Study on morphology of LaFeO3 nanofibers under different voltage connections

Continuous LaFeO3 nanowires and nanobelts were successfully synthesized using a sol–gel assisted electrospinning method followed by calcination at 500°C in air. The thermal decomposition processes of LaFeO3 are carefully investigated and the best calcining temperature was found to be 500°C. The two nanofibers obtained were characterized using X‐ray diffraction analysis, which shows single phase and the structure of nanobelts has higher crystallinity than that of the nanowires.

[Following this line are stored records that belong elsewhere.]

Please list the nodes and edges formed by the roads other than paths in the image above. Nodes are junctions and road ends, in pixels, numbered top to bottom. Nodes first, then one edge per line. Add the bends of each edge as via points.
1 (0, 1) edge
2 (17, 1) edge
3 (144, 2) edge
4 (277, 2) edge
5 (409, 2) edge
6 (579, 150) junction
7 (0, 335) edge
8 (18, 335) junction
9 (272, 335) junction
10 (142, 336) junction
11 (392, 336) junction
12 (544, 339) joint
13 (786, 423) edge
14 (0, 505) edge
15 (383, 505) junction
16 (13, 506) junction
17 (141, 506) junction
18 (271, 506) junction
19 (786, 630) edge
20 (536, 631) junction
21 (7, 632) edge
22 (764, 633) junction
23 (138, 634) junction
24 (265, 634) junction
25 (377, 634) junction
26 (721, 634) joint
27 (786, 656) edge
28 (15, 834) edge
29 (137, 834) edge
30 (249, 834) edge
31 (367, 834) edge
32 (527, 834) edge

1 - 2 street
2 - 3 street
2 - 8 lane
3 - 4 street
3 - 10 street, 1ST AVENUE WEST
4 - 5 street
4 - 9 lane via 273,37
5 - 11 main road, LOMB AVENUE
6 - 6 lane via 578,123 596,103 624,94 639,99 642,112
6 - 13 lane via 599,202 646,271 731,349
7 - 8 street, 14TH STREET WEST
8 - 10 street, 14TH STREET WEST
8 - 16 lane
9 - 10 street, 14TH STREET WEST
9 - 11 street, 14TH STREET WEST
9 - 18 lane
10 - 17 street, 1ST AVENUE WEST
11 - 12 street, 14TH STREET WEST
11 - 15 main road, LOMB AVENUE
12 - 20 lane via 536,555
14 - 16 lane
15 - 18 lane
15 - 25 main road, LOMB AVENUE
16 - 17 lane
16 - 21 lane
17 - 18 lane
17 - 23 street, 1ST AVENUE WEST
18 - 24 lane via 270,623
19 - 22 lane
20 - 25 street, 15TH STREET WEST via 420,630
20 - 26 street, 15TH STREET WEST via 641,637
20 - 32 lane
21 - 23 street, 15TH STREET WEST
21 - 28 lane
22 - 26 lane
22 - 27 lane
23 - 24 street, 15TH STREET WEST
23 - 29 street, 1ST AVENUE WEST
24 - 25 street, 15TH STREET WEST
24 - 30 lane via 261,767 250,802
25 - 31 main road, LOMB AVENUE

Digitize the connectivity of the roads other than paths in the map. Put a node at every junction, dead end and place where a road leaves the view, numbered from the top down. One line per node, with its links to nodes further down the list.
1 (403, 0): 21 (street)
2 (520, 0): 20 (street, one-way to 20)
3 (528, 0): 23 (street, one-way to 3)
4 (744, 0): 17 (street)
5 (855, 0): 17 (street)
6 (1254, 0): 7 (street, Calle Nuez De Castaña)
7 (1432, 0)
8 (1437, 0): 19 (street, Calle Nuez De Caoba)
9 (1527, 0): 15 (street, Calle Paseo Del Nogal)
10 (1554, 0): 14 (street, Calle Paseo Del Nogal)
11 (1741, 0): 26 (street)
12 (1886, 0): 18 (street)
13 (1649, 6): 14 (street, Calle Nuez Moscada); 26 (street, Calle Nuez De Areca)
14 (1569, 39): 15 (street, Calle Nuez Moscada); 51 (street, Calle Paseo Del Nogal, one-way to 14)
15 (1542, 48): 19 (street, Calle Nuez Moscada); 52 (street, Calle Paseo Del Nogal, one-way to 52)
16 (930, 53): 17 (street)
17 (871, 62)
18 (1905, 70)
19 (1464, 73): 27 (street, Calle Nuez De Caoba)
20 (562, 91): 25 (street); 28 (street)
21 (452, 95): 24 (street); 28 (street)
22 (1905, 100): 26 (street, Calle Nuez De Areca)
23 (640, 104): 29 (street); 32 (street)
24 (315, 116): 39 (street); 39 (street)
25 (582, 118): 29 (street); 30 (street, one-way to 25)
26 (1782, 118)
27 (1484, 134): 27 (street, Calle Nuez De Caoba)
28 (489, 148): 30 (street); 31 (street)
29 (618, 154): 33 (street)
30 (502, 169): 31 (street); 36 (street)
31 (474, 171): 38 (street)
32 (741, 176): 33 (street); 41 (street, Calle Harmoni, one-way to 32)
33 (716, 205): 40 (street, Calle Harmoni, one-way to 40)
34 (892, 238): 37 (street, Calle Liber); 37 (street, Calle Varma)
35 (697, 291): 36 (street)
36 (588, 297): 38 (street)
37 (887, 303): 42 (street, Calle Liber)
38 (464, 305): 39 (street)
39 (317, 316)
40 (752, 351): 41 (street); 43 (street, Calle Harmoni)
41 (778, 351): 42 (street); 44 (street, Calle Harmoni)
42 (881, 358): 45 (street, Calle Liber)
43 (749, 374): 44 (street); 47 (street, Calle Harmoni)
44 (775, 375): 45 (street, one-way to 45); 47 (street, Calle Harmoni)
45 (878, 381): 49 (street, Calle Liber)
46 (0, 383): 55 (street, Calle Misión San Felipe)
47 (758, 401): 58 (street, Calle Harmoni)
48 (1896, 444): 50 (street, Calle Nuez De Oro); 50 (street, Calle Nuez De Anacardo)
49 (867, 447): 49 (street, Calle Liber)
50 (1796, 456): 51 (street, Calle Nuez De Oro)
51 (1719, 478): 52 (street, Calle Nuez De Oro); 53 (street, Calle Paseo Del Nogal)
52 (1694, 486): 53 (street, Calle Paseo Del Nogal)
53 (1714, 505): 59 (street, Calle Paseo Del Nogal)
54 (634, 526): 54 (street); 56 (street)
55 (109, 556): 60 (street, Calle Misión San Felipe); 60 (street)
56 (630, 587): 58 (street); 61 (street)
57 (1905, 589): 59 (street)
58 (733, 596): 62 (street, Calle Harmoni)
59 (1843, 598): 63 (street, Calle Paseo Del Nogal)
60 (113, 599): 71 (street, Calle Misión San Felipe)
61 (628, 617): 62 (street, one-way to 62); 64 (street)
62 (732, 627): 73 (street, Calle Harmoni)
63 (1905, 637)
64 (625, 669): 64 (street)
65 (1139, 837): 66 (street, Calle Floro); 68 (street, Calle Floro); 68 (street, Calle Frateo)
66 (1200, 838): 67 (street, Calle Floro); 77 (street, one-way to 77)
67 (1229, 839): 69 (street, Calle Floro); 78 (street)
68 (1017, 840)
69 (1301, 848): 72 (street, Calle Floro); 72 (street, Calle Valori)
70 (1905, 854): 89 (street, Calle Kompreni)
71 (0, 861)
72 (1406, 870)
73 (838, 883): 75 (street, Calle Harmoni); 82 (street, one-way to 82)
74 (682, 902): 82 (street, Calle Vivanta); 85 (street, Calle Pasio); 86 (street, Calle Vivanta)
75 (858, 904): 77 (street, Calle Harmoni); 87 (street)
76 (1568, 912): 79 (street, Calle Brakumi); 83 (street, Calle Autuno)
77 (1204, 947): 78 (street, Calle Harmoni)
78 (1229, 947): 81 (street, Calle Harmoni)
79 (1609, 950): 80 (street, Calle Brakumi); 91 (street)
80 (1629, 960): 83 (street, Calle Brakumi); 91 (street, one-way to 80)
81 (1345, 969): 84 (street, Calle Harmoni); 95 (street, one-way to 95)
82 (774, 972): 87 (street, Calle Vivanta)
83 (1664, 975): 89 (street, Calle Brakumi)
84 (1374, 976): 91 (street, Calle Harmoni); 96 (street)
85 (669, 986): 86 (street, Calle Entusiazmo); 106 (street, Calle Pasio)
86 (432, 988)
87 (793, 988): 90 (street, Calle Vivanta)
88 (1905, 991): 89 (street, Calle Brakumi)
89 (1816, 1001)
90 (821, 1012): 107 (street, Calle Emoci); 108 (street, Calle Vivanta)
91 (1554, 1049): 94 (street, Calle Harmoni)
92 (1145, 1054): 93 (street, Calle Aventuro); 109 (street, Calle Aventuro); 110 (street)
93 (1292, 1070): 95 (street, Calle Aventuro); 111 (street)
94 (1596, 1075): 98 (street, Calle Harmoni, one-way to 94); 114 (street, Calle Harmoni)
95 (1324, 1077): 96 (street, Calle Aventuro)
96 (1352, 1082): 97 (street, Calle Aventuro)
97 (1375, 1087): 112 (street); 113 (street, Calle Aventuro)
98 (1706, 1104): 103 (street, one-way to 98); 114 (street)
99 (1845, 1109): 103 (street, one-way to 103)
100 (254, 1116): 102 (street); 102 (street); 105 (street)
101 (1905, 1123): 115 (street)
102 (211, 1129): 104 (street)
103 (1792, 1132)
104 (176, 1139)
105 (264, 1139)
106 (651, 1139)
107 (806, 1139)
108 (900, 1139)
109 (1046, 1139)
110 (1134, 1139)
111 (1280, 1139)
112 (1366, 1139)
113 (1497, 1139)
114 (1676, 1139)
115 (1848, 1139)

The scanning electron microscopy reveals that the diameter of the obtained LaFeO3 nanowires is 139.3 nm. And the thickness and width of the nanobelts are 80 and 459 nm. Moreover, the electrospun LaFeO3 nanobelts are endowed with a higher specific surface area compared with the nanowires, which results from the regular one dimensional morphology without any detectable agglomeration and a rough surface. Continuous LaFeO3 nanowires and porous nanobelts were successfully synthesized using a sol–gel assisted electrospinning method. The structure and morphology of the prepared nanofibers were characterized using thermal gravity analysis‐differential thermal gravity (TG‐DTG), X‐ray diffraction (XRD), and scanning electron microscope (SEM). Possible mechanisms leading to the formation of different morphologies were also discussed.